West-of-N: Synthetic Preference Generation for Improved Reward Modeling
Authors: Alizée Pace, Jonathan Mallinson, Eric Malmi, Sebastian Krause, Aliaksei Severyn
What
This paper introduces West-of-N, a novel method for improving reward models in Reinforcement Learning from Human Feedback (RLHF) by generating synthetic preference data using Best-of-N sampling from a language model.
Why
This work addresses the critical bottleneck of data scarcity in RLHF by proposing a scalable method for generating high-quality, on-policy preference data, potentially reducing the reliance on expensive and time-consuming human annotations.
How
The authors propose a self-training strategy where a base preference model (trained on initial data) is used to select the most and least preferred responses (West-of-N) from a pool generated by the language model.

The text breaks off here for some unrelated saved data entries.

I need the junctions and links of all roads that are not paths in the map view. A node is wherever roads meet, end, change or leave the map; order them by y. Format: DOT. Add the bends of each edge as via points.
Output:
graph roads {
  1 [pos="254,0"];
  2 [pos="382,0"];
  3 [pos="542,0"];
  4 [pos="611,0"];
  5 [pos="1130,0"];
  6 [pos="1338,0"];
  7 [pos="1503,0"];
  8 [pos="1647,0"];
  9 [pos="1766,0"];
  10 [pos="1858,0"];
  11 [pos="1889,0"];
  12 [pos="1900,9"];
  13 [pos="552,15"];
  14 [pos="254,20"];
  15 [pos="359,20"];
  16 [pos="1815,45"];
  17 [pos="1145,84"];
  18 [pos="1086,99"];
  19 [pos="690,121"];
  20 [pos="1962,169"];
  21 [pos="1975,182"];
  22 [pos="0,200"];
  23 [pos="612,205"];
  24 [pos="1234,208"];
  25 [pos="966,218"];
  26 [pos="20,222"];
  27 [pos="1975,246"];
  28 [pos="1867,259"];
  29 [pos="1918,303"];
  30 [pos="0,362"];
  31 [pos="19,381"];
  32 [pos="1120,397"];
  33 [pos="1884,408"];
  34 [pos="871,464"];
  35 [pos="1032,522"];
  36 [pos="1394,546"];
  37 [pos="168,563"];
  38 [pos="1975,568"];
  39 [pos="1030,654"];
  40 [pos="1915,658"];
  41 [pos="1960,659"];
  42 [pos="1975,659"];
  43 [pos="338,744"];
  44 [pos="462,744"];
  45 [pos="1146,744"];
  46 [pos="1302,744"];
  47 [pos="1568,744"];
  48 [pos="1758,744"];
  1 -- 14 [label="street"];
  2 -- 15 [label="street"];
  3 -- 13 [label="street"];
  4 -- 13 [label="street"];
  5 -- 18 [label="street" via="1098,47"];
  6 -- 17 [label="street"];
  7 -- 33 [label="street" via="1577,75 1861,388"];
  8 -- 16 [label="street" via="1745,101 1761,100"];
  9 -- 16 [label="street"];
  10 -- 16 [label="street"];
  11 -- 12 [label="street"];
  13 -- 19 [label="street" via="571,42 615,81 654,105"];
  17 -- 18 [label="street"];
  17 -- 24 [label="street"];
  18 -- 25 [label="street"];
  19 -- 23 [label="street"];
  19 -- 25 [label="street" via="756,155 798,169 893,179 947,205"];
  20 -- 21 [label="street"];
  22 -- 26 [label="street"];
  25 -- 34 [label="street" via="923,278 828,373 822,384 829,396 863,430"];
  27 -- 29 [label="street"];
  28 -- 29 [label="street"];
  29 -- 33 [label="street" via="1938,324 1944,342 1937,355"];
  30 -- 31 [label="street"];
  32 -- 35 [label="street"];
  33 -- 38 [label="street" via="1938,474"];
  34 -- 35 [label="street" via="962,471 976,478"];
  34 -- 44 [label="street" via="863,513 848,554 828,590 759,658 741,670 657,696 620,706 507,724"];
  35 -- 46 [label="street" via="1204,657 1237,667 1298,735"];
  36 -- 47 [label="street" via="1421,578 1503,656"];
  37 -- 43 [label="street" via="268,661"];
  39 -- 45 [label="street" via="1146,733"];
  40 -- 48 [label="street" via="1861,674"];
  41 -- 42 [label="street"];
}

These synthetic preferences are then used to train a more accurate reward model.
Result
Empirical results show that West-of-N significantly improves reward model accuracy and downstream language model alignment, outperforming baseline methods like RLAIF and RLCD. Notably, the gains from West-of-N are comparable to doubling the amount of human preference data.
LF
Limitations include potential reward hacking by the base model when identifying West-of-N pairs with very large N. Future work could address this through reward model uncertainty estimation. Additionally, exploring other self-training techniques from the literature could further enhance West-of-N.
Abstract
The success of reinforcement learning from human feedback (RLHF) in language model alignment is strongly dependent on the quality of the underlying reward model. In this paper, we present a novel approach to improve reward model quality by generating synthetic preference data, thereby augmenting the training dataset with on-policy, high-quality preference pairs. Motivated by the promising results of Best-of-N sampling strategies in language model training, we extend their application to reward model training. This results in a self-training strategy to generate preference pairs by selecting the best and worst candidates in a pool of responses to a given query. Empirically, we find that this approach improves the performance of any reward model, with an effect comparable to the addition of a similar quantity of human preference data. This work opens up new avenues of research for improving RLHF for language model alignment, by offering synthetic preference generation as a solution to reward modeling challenges.